Stargazing in October

What’s Up and Happening in our Skies

Now that we’ve all enjoyed (if we could last week) the lunar eclipse, there’s a partial solar eclipse coming up next week that will be visible to at least some observers around the world on October 23rd. It’s partial because the Sun will only be partially blocked, which means that it’s not an eclipse you can watch with the naked eye. In fact, it is REQUIRED that you wear eye protection or use special projection methods to observe this eclipse. Although it should go without saying, I’m going to say it anyway: NEVER LOOK AT THE SUN WITHOUT EYE PROTECTION!  Practice safe solar viewing. Use eclipse glasses, welder’s glass, or use pinhole projection to see this event.

It begins at 3:38 p.m. EDT (7:38 PM UT). It sets eclipsed for most viewers.  If you live in North America or the extreme eastern parts of Asia, you have a shot at observing the eclipse. For more information, check out MrEclipse.com, Eclipsewise, and Timeanddate.com’s pages on eclipses.

October is a good month for sky viewing. For most of the world, the weather isn’t too bad, and clear skies give you a chance to do some exploring. I’ve got a little video up at Astrocast.tv that explains some of the sky sights you can seek out. I talk about the planet Mars, low in the western sky after sunset, along with Saturn, Jupiter in the early morning, and a possible glimpse of Mercury (also in the predawn hour). There’s also the Orionid Meteor shower, and while you’re waiting for it to send some meteors our way, you can search out the Andromeda Galaxy and Perseus Double Cluster (for northern hemisphere explorers) and the Magellanic Clouds and the globular cluster 47 Tucanae in the southern hemisphere skies. Check it all out in Our Night Sky.

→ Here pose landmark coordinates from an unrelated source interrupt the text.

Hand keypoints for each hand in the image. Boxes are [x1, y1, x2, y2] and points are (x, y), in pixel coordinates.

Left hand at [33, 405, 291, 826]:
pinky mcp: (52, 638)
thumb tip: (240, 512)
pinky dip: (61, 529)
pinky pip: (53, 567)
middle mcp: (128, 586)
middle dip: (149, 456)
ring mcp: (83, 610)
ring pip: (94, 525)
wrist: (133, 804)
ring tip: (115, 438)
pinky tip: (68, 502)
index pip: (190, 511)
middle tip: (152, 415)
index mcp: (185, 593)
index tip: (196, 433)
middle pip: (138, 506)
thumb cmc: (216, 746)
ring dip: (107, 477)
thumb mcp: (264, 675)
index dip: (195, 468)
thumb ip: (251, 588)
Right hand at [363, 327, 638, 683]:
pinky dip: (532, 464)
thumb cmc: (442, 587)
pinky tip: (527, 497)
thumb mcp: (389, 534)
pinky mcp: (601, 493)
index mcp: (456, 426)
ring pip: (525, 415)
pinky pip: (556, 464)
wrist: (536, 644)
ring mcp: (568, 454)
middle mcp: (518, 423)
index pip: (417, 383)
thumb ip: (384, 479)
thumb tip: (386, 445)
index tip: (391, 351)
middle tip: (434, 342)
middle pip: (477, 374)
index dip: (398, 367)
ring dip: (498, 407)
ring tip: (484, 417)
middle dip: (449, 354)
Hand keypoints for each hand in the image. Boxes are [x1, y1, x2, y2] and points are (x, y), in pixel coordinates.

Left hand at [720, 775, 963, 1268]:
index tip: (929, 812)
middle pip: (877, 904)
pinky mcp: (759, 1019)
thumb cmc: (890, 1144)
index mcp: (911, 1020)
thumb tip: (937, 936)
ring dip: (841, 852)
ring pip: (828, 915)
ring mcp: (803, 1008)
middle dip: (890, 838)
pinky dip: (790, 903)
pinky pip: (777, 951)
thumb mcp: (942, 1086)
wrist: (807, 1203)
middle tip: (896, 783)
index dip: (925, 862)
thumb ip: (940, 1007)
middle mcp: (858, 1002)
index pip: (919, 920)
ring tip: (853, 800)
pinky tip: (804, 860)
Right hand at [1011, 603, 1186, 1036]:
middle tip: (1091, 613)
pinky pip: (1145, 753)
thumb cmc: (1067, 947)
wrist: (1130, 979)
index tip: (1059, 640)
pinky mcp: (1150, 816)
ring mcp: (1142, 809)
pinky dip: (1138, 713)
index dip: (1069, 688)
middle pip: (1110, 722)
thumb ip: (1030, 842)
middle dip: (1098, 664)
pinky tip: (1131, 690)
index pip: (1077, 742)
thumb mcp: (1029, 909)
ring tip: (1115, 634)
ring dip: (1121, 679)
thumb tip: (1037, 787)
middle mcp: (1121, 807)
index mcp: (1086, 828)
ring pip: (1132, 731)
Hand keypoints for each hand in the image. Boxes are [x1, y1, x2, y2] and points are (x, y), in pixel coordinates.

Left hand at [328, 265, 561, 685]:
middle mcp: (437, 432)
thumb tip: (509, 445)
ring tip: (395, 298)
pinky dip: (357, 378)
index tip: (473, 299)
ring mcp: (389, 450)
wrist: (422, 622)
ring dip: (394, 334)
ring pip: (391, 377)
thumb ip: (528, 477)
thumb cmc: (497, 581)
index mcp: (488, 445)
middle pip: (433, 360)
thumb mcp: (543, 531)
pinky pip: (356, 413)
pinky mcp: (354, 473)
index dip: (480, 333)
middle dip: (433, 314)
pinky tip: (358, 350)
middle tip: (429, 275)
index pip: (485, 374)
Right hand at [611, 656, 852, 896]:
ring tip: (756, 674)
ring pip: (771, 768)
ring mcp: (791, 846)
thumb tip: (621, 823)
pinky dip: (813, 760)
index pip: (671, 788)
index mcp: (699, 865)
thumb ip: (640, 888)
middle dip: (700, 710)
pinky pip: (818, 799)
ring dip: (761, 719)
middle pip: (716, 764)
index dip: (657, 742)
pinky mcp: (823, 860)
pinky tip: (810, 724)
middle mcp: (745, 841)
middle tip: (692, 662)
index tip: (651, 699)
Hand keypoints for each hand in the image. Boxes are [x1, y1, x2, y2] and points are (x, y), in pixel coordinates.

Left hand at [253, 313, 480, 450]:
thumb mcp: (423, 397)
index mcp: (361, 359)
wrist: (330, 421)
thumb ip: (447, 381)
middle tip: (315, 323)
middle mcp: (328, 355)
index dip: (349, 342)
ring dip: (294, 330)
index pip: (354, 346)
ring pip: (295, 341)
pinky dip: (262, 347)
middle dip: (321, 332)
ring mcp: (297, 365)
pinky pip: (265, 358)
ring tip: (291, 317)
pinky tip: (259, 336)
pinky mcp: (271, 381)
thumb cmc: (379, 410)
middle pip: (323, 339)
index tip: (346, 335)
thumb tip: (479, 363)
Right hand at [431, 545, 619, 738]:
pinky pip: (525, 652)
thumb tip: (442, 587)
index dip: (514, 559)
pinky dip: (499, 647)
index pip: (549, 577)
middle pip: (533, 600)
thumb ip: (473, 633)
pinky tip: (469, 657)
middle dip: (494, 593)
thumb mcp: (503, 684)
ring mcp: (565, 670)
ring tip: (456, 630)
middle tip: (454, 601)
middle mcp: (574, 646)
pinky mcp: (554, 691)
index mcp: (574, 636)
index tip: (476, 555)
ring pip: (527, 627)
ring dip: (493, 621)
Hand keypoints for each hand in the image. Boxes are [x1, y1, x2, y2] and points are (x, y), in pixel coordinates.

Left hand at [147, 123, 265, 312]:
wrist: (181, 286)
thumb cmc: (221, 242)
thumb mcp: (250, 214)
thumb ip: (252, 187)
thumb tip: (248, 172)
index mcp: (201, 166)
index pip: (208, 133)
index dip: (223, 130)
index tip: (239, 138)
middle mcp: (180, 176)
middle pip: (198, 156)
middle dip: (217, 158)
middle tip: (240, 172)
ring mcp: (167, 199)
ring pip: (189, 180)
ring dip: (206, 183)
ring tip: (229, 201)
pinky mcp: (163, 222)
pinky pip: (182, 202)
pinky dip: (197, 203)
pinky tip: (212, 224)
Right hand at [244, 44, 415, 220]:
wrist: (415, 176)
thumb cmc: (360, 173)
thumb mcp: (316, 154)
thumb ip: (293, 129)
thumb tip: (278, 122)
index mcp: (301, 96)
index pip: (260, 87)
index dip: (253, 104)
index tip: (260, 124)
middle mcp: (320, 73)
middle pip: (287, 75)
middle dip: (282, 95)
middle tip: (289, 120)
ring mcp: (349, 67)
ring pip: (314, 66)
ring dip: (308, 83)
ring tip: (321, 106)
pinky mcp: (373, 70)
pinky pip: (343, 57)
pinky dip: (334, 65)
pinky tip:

Lifting the Veil on the Early Universe

The Creation of a Galactic Metropolis

An artist’s conception of a giant protocluster of galaxies forming in the early universe. The galaxies are busy forming new stars while at the same time interacting with each other. Courtesy: ESO/M. Kornmesser

From time to time astronomers give us a peek at the early universe and each time they do, they lift the veil on earlier and earlier time periods of our cosmic history. In recent years, they’ve shown us early “shreds” of galaxies and hints of the first stars to ever form. Galaxies began forming some 500 million years after the Big Bang occurred. As galaxies formed through collision and cannibalism, they also clumped together in clusters. One of the oldest clusters is called the Spiderweb Galaxy (or MTC1138-262) is at the heart of a galactic protocluster that began assembling more than 10 billion years ago.

Astronomers interested in star formation in infant galaxies during those early epochs of galaxy building took a closer look at this cluster using the APEX Telescope in Chile, part of the European Southern Observatory. This telescope is exquisitely sensitive to millimeter wavelengths of light (part of the infrared spectrum of light).  It opens a window on distant universe, allowing astronomers to look for faint glimmers of energy from the early universe. They used something called the LABOCA (which stands for Large Bolometer Camera) instrument to look at the cluster. This camera is essentially a sensitive thermometer that helps astronomers sense any kind of heat above absolute zero.  That means it can detect the glimmers of star formation from the early universe, even if they’re hidden by clouds of dust and gas.

Essentially, the APEX telescope and instruments revealed that there are many more sources of star formation in the region of the Spiderweb than astronomers suspected. Their ability to peek behind the veil of dust that hid parts of the cluster’s activity showed astronomers something of a surprise. Yes, star formation is happening there, growing in the interacting galaxies. But, it is  not where they expected it to be. It’s clustered in a relatively small region of the cluster, and not in filaments of gas and dust strung between the member galaxies, where such events usually occur as galaxies interact. Galaxy collisions regularly set off bursts of star formation, and you often see bluish starburst knots strung out between member galaxies like strings of fuzzy pearls.

So, why is star birth so constrained to a smallish, non-central area of the cluster? Good question. Finding the star formation is great news, but now astronomers need to figure out why it’s occurring in a region where they didn’t expect it to be. What processes are shaping the starbirth nurseries in this cluster? Do they tell us something about how clusters formed in the early universe?  Good questions, which astronomers hope to answer by focusing the massed ALMA array on the region when they get a chance. It should give them nicely resolved looks at the stellar creches in the Spiderweb Galaxy and its siblings in the cluster.